Walker, along with Wittek, wrote the grant that won the district two salad bars during the 2012-13 school year and made it possible to put salad bars in all of the district schools. “This was major as far as reaching the Harvest program beyond just the garden,” Walker says. Other grants include $2,000 from Whole Foods, the Annie’s Garden Grant, generous donations from Migliorelli Farms, and a donation of six apple tree saplings from Montgomery Place Orchard in celebration of Arbor Day. Not to mention all the community and parent volunteering that the garden classroom has received over the years.

Last fall, a garden volunteer organized a wine and food event that they hoped would raise enough for a garden for the middle and high schools (which have adjacent campuses) to share. “We determined that it would cost $8,000 to break ground, build infrastructure, and start planting,” Walker says. “We raised it that night.” Paffendorf says the community support for the garden programs are a testament to the school district. “The community was ready for this.”

“A lot of kids have experience through family, farm stands, but not in an educational way,” Walker says. “That was the impetus.” And it’s Christine Kurlander’s task to work with other garden teachers like Sarah James and Kallie Weinkle to develop lessons and curriculum across grades K-5 for Mill Road’s garden classroom. “The teachers are so stretched,” Kurlander says. “Without an outside group of volunteers pushing the project forward, it would not have gotten to this point.” Garden teachers are not a district-approved position, but the district pays them as substitute teachers. And Harvest Hudson Valley, using raised funds, pays them for the summer maintenance of the garden. “I was a volunteer before I was paid,” Kurlander says. “It’s an acknowledgement of my work. The project is valued by the district.”

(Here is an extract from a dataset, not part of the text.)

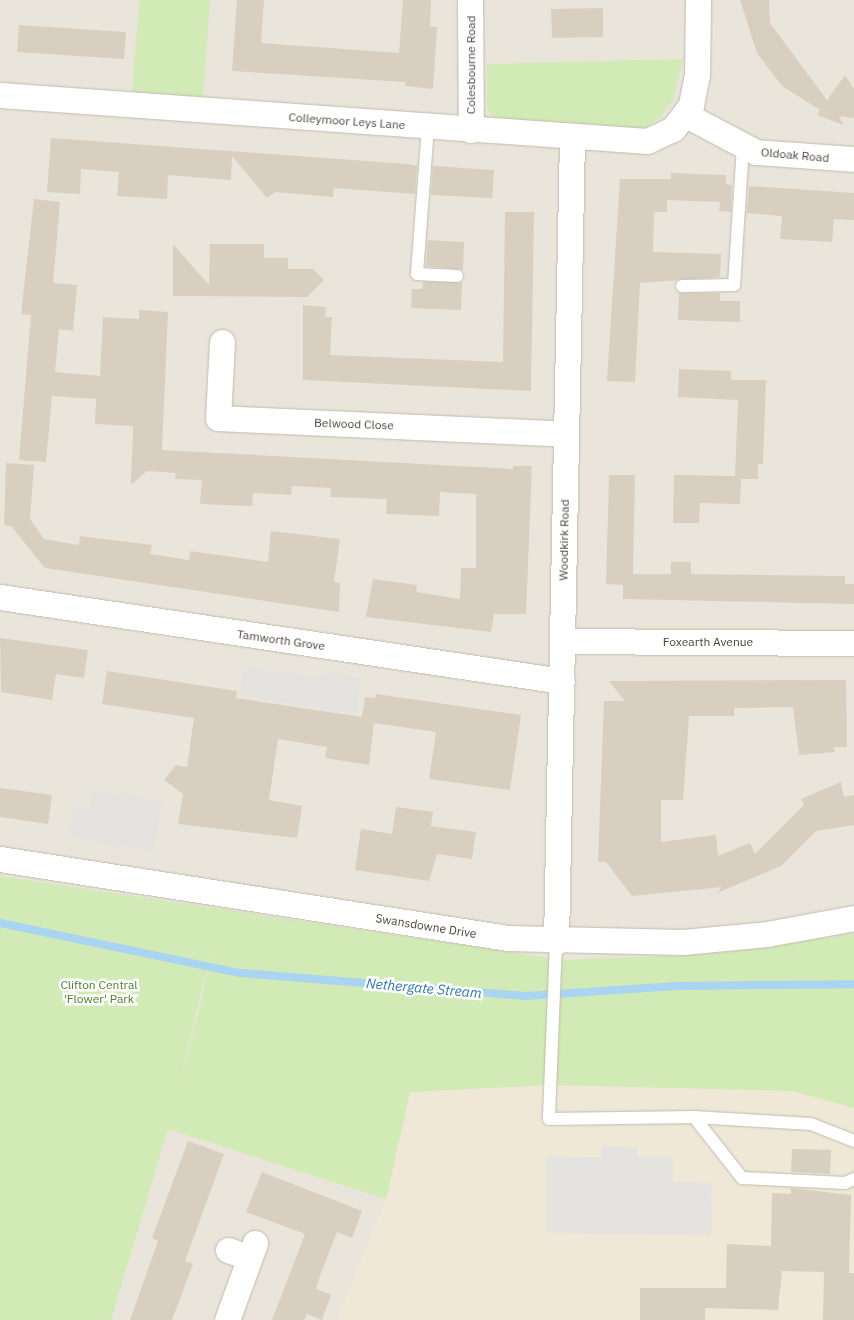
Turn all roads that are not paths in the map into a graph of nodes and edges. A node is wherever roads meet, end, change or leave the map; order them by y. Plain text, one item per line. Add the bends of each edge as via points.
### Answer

Garden teachers develop activities that connect the classroom curriculum with garden tasks to give the kids a chance to get their hands dirty with learning. Last fall, they did a math project, estimating, measuring and weighing the pumpkins they were growing. There was a language arts lesson where classes compared and contrasted different kinds of squash, using observation to inform their writing. “Often the way we start off our lessons is by doing a kind of meditation, sitting quietly and noticing the sounds around them,” Kurlander says, “helping them to be in the moment and connect with nature.”

Plus, it gets kids eating new, healthy foods. One project at Mill Road Elementary involved putting together the dry ingredients of a salad dressing using the garden’s growing herbs. The kids brought them home in a Ziploc bag and added oil. “We got really awesome feedback on that,” Kurlander says. “Kids who had never tried salad before wanted to add the dressing.”